* _WHAT YOU SHOULD DO_
Find all the lines in the material below with the word "Drive", and copy them.

* _RECORD EXCERPTS_
- - - - - - -
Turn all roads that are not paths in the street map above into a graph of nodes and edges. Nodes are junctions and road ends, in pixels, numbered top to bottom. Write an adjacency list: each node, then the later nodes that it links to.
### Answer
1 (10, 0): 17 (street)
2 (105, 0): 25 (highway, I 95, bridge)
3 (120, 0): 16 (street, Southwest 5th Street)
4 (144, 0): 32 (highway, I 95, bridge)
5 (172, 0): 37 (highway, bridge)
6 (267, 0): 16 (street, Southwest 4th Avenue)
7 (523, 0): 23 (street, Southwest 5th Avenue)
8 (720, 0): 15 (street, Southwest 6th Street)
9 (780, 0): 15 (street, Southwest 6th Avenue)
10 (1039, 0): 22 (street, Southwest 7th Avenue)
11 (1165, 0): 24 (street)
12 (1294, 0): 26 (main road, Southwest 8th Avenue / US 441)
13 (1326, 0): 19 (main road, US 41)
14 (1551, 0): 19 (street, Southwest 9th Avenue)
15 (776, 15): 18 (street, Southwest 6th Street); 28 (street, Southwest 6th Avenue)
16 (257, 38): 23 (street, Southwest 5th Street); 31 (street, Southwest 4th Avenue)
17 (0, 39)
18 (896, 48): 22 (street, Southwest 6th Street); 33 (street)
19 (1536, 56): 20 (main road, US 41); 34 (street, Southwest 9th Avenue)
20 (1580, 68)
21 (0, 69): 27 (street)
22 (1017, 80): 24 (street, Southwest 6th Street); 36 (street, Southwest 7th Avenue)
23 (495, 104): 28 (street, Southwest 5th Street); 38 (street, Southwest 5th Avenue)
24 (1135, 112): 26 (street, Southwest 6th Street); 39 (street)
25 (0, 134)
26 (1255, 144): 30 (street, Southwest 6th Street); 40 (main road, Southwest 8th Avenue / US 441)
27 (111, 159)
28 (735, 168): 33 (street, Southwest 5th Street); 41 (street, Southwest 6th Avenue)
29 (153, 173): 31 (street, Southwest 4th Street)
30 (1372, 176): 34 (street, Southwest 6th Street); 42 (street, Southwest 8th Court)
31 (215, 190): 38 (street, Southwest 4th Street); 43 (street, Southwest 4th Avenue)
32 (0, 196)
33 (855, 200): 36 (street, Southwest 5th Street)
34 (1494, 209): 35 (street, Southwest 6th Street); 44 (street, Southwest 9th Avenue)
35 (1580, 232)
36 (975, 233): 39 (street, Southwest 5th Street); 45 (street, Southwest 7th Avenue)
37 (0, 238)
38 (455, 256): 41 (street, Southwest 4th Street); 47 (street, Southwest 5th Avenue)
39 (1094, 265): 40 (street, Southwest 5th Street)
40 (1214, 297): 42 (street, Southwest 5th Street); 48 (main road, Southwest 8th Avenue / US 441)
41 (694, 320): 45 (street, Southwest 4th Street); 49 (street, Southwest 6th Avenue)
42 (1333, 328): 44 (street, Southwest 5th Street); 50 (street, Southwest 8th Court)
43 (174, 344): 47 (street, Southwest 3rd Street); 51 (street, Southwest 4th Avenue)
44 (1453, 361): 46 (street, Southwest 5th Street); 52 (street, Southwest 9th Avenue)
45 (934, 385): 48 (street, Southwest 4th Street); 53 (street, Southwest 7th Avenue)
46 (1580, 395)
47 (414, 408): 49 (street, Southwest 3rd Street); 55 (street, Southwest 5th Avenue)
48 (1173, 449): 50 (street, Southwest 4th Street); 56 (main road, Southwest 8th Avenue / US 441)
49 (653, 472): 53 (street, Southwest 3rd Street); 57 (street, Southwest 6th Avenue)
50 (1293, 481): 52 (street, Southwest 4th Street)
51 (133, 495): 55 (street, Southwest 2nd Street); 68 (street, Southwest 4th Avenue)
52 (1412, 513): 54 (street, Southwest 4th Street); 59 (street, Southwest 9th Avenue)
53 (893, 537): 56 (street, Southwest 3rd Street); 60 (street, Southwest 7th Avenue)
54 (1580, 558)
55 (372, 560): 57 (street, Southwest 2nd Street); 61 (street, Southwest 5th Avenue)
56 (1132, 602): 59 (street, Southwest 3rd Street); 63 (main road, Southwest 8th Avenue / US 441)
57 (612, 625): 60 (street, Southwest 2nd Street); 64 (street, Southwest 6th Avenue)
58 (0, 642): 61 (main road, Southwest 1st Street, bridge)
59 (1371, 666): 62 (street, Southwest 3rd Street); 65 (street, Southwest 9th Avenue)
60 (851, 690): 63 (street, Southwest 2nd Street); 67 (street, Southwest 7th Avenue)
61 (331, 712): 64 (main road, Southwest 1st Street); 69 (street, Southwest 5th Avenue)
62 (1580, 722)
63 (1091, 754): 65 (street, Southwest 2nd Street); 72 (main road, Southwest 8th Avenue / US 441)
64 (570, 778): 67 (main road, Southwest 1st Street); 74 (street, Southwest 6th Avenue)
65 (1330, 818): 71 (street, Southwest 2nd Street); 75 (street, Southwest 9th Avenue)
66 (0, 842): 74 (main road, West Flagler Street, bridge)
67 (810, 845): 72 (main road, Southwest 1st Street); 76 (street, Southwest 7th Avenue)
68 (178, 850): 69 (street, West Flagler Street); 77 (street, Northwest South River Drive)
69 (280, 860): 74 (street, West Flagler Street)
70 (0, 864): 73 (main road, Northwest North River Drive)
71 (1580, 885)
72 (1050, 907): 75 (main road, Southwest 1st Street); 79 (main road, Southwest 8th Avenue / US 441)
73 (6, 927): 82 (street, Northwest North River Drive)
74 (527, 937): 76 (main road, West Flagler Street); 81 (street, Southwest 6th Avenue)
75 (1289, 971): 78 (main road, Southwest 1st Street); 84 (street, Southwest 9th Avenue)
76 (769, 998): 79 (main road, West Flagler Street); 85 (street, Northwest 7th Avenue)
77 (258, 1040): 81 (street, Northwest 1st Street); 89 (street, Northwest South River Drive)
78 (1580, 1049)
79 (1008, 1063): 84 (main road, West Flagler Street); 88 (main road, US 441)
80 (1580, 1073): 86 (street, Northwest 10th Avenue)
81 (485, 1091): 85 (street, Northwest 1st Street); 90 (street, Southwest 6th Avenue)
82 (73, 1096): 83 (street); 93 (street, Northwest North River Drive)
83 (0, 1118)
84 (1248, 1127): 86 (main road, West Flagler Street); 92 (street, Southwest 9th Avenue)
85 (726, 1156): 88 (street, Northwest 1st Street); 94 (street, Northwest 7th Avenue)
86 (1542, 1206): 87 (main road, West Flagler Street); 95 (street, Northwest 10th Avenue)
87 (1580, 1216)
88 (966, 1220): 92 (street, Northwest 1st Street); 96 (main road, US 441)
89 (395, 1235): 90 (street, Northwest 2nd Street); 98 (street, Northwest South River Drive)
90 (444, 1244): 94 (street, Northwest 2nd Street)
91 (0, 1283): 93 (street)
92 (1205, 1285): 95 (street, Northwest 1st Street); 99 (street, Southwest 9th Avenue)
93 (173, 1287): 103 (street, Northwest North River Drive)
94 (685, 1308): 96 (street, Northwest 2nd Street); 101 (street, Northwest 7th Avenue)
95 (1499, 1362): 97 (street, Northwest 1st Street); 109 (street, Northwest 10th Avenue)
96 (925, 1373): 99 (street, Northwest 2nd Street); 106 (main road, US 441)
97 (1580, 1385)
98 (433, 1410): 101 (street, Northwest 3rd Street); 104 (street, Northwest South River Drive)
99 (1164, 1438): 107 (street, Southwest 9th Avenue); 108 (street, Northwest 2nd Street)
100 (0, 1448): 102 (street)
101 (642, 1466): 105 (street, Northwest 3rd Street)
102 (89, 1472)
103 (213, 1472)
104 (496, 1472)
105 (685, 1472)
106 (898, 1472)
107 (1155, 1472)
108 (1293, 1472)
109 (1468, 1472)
- - - - - - -
* _ANSWER SPACE_
68 (178, 850): 69 (street, West Flagler Street); 77 (street, Northwest South River Drive)
70 (0, 864): 73 (main road, Northwest North River Drive)
73 (6, 927): 82 (street, Northwest North River Drive)
77 (258, 1040): 81 (street, Northwest 1st Street); 89 (street, Northwest South River Drive)
82 (73, 1096): 83 (street); 93 (street, Northwest North River Drive)
89 (395, 1235): 90 (street, Northwest 2nd Street); 98 (street, Northwest South River Drive)
93 (173, 1287): 103 (street, Northwest North River Drive)
98 (433, 1410): 101 (street, Northwest 3rd Street); 104 (street, Northwest South River Drive)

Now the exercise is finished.